With the financial year nearing closure, Karnataka is facing a deficit of Rs 7,850.29 crore in its share of the divisible pool of central taxes, according to data tabled by Chief Minister Basavaraj Bommai in the Assembly.
But, it’s not all bad news as the government’s own tax and non-tax revenue inflows look healthy. Under devolution, Karnataka is supposed to get Rs 24,273.06 crore from the Centre in the current fiscal as per budget estimates.
At the end of December, the state had received Rs 16,422.77 crore, according to Bommai, who is also the finance minister. The state is facing a bigger deficit under grants-in-aid by the Centre.

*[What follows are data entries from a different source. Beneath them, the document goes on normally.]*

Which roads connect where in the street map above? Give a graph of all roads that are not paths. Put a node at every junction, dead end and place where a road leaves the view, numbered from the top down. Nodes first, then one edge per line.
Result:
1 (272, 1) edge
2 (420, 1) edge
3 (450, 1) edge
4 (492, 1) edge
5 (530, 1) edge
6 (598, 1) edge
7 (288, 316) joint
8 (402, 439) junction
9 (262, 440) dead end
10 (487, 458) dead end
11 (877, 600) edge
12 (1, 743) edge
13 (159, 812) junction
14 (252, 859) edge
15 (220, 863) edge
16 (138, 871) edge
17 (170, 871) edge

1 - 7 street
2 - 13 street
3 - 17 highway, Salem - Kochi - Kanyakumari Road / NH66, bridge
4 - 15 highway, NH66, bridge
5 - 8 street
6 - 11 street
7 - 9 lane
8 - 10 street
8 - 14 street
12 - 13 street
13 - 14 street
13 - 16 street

Karnataka is to get Rs 28,254.76 crore under various programmes. By December, the state got Rs 19,737.88 — a shortfall of Rs 8,507.88 crore, data shows.
Bommai will be tracking these numbers closely as he prepares for his maiden budget early next month.
In the previous 2020-21 fiscal, Karnataka’s share in central taxes was Rs 28,591.23 crore, but it received Rs 21,694.11 crore, according to Bommai’s data. This was a reduction of Rs 6,897.12 crore, which had an impact on the state’s finances that was hit hard by Covid-19. Bommai has reported a shortfall in GST compensation too.
The government’s estimate is that it will get a compensation of Rs 12,708 crore. By December, it received Rs 5,447.97 crore.
While the 14th Finance Commission had fixed 4.71 per cent as Karnataka’s share in the divisible pool of central taxes, the 15th Finance Commission reduced the share to 3.64 per cent.
Last year, Karnataka faced a devolution shortfall of Rs 6,897.12 crore. According to Madhusudhan B V Rao, senior research advisor at the Centre for Budget and Policy Studies, the state is likely to get more under devolution, given the GST collection trend.
“This will mean that it can only increase and there can’t be a shortfall,” he said.
What will also make Bommai feel better are the state’s revenue receipts. According to provisional figures, the state’s revenue receipts touched 86 per cent of the budget estimates in January. Revenue inflows increased by almost Rs 19,000 crore from December. At this rate, an increase of another Rs 40,000 crore is expected by the end of the fiscal, Rao said.
“CM Bommai may find himself in a comfortable position with the government having borrowed only 59 per cent of the public debt estimated in the budget till December-end,” Rao said. “Fiscal deficit is within the limit and he may go for a slightly expansionary budget,” he said.